MoCo is a mechanism to build a dynamic dictionary for comparative learning, which can be used for various pretext tasks. In this article, we follow a simple example discrimination task: if they are coded views of the same image (for example, different cropping), the query matches a key. Using this excuse task, MoCo shows competitive results under the general protocol of linear classification in Cifar dataset.

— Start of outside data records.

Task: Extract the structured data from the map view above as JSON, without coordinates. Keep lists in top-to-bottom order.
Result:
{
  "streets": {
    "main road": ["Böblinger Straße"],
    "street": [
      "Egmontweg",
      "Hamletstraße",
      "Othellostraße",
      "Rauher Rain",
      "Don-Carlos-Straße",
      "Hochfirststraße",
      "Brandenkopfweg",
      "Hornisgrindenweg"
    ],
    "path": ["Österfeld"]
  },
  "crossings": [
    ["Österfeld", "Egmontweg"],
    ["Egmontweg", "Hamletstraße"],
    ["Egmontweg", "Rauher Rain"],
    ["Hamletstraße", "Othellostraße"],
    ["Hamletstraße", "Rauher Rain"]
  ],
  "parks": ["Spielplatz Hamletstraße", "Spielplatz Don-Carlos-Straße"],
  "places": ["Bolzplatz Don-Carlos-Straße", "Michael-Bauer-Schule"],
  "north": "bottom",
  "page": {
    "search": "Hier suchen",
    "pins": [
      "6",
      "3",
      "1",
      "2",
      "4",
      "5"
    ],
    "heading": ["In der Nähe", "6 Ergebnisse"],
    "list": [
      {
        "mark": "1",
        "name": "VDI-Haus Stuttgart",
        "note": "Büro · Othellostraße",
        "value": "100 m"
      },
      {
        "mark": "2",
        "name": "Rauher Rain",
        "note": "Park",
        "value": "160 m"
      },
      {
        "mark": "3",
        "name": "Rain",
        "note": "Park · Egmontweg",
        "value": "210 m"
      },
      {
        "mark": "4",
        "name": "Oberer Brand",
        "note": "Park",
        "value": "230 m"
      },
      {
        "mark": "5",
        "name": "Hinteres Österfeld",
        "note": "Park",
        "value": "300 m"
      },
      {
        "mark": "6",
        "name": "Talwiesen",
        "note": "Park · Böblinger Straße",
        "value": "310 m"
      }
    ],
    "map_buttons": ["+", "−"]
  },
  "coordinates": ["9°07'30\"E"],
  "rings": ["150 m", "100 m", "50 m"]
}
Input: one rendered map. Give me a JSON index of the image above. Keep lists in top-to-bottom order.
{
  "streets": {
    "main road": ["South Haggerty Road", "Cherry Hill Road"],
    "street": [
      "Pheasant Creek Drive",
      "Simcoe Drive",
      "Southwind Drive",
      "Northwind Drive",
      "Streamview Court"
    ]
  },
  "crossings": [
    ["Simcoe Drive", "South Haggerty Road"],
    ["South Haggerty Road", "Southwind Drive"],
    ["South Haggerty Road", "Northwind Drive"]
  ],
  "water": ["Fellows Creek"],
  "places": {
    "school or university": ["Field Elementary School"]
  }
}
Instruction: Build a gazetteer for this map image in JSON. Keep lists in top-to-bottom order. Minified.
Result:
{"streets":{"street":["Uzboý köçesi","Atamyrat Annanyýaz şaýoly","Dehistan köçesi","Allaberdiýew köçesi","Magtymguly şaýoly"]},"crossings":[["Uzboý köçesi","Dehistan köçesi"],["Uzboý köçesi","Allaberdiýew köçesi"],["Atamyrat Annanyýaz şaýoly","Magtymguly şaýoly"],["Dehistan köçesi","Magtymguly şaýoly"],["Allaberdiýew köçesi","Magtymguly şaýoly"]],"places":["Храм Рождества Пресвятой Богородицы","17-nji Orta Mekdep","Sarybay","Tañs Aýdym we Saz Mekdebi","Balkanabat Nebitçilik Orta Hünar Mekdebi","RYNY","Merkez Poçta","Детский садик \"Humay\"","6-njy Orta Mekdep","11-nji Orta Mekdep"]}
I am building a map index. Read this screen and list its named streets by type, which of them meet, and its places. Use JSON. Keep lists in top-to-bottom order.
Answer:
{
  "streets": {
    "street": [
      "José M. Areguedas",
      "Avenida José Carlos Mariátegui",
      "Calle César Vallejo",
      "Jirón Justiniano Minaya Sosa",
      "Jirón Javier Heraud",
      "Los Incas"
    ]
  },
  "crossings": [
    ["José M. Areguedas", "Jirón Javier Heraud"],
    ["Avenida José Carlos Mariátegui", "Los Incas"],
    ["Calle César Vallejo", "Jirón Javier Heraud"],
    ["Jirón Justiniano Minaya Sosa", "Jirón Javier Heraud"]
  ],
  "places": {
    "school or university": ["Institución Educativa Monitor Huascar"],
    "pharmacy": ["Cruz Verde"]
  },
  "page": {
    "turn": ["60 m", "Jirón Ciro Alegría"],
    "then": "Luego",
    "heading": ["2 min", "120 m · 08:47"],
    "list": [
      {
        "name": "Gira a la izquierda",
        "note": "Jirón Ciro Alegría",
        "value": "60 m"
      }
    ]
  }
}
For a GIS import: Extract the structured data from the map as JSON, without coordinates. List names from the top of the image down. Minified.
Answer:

version python==3.7.13 mindspore==1.7.1 mindvision==0.1.0
K | Acc@1 (ours) | Acc@1 (MoCo paper) |
---|---|---|
4096 | 33.5 (model) | 60.4 |
Parameter | Default | Description |
---|---|---|
arch | resnet18 | Backbone |
device_target | GPU | Device type |
dataset | Cifar10 | Dataset name |
learning-rate | 0.06 | Base learning rate |
epochs | 200 | Number of epoch |
schedule | [120,160] | learning rate schedule |
batch_size | 512 | Number of batch size |
wd | 5e-4 | Weight decay |
moco-dim | 128 | Feature dimension |
moco-k | 4096 | Number of negative keys |
moco-m | 0.99 | Moco momentum of updating key encoder |
moco-t | 0.1 | Softmax temperature |
bn-splits | 8 | Simulate multi-gpu behavior of BatchNorm in one gpu |
knn-k | 200 | K in kNN monitor |
knn-t | 0.1 | Softmax temperature in kNN monitor |
resume | ./checkpoint | Path to save checkpoint |
results-dir | PATH | path to cache |
Here, how to use MOCO model will be introduced as following.
Cifar10 dataset: The CIFAR-10 dataset includes 60000 32*32 color images in 10 categories, with 6000 images in each category. There are 50000 training images and 10000 test images. The dataset is divided into five training batches and one test batch, with 10000 images in each batch. The test batch contains exactly 1000 images randomly selected from each class. Training batches contain the remaining images in random order, but some training batches may contain more images from one class than another. Among them, the training batch contains 5000 pictures from each category.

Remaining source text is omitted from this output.